Support Questions
Find answers, ask questions, and share your expertise
Announcements
Alert: Welcome to the Unified Cloudera Community. Former HCC members be sure to read and learn how to activate your account here.

Spark sql cache partitions

Spark sql cache partitions

New Contributor

Hello

 

I'm trying to run a SparkSQL query which reads data from a Hive-table, and it fails when I get above a certain threshold. I run the command:

val 500k = spark.sql("""select myid, otherfield, count(*) as cnt from mytable
group by otherfield, myid order by cnt desc limit 500000""").cache();

500k.show();


with the 500k rows being sort of the magic number. If I go higher the task fails due to the error:

15:02:05 WARN MemoryStore: Not enough space to cache rdd_52_0 in memory! (computed 2046.7 MB GB so far)
15:02:05 INFO MemoryStore: Memory use = 624.7 KB (blocks) + 2043.5 MB (scratch space shared across 1 tasks(s)) = 2044.1 MB. Storage limit = 2.7 GB.
15:02:05 WARN CacheManager: Persisting partition rdd_52_0 to disk instead.
15:17:56 ERROR Executor: Exception in task 1.0 in stage 4.0 (TID 24002)
java.lang.IllegalArgumentException: Size exceeds Integer.MAX_VALUE


In the WebUI under storage I can see the rdd_52_0 with size 3.1 GB after written to disk.

After consulting https://stackoverflow.com/questions/43644247/understanding-spark-partitioning and https://stackoverflow.com/questions/35863441/why-i-got-the-error-size-exceed-integer-max-value-when-... I get that the overflow is due to the rdd being to big. In the WebUI only 1 rdd is shown, which is the problem - how can I force the number of cached rdds up after the shuffle?

I have tried repartitioning it with 500k.repartition(100), I have increased the number of shufflePartitions with spark.sessionstate.conf.setConf(SHUFFLE_PARTITIONS, 100) and I have increased both driver and executor memory to 16 GB.

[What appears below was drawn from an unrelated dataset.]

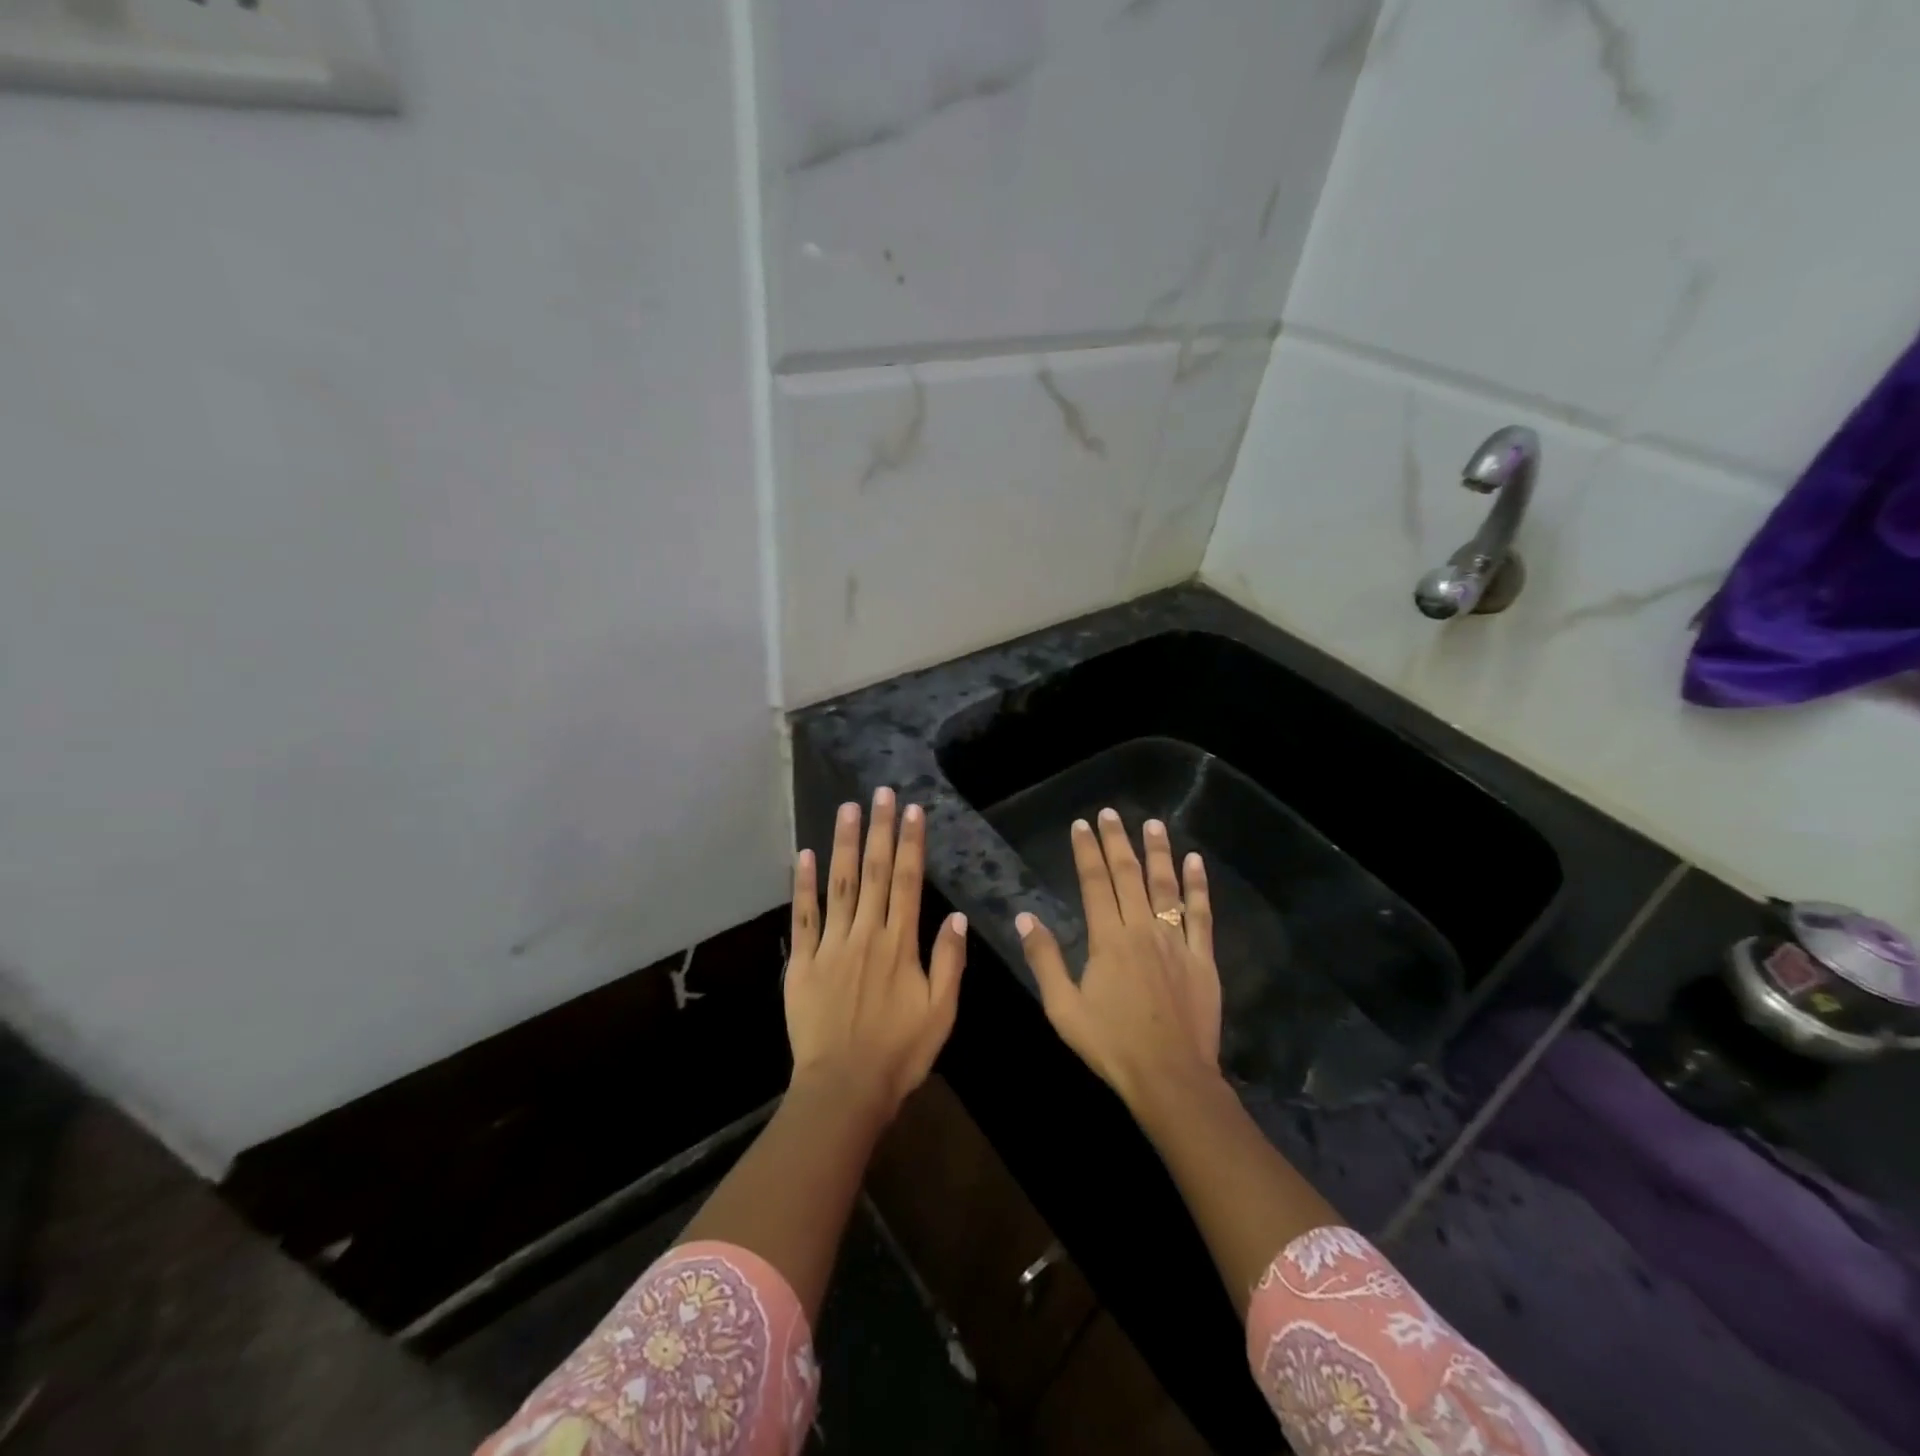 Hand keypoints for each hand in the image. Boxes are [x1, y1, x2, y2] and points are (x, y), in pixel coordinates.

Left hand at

Also where is the 2.7 GB limit coming from?

 

Thank you!

2 REPLIES 2

Re: Spark sql cache partitions

Contributor

Hi jmoriarty

 

You are running into the following : https://issues.apache.org/jira/browse/SPARK-5928

 

To resolve this you will need to increase the paritions that you are using; by doing that you will be able to decrease your parition size to not exceed 2GB. 

 

Try submitting your job via the command line with 

--conf spark.sql.shuffle.partitions=2000

 

View the statistics in the Executors tab on the Spark History server to see what sizes are being showing for the executors. 

 

Thanks, 

Jordan  

Highlighted

Re: Spark sql cache partitions

New Contributor

Hi @Borg

 

Thank you for your answer.

I have tried your suggestion, with the unfortunate lack of change compared to the things I tried previously. It simply ignores it, and still creates a single rdd that exceeds the 2G limit.

 

Any way to force it?

Thanks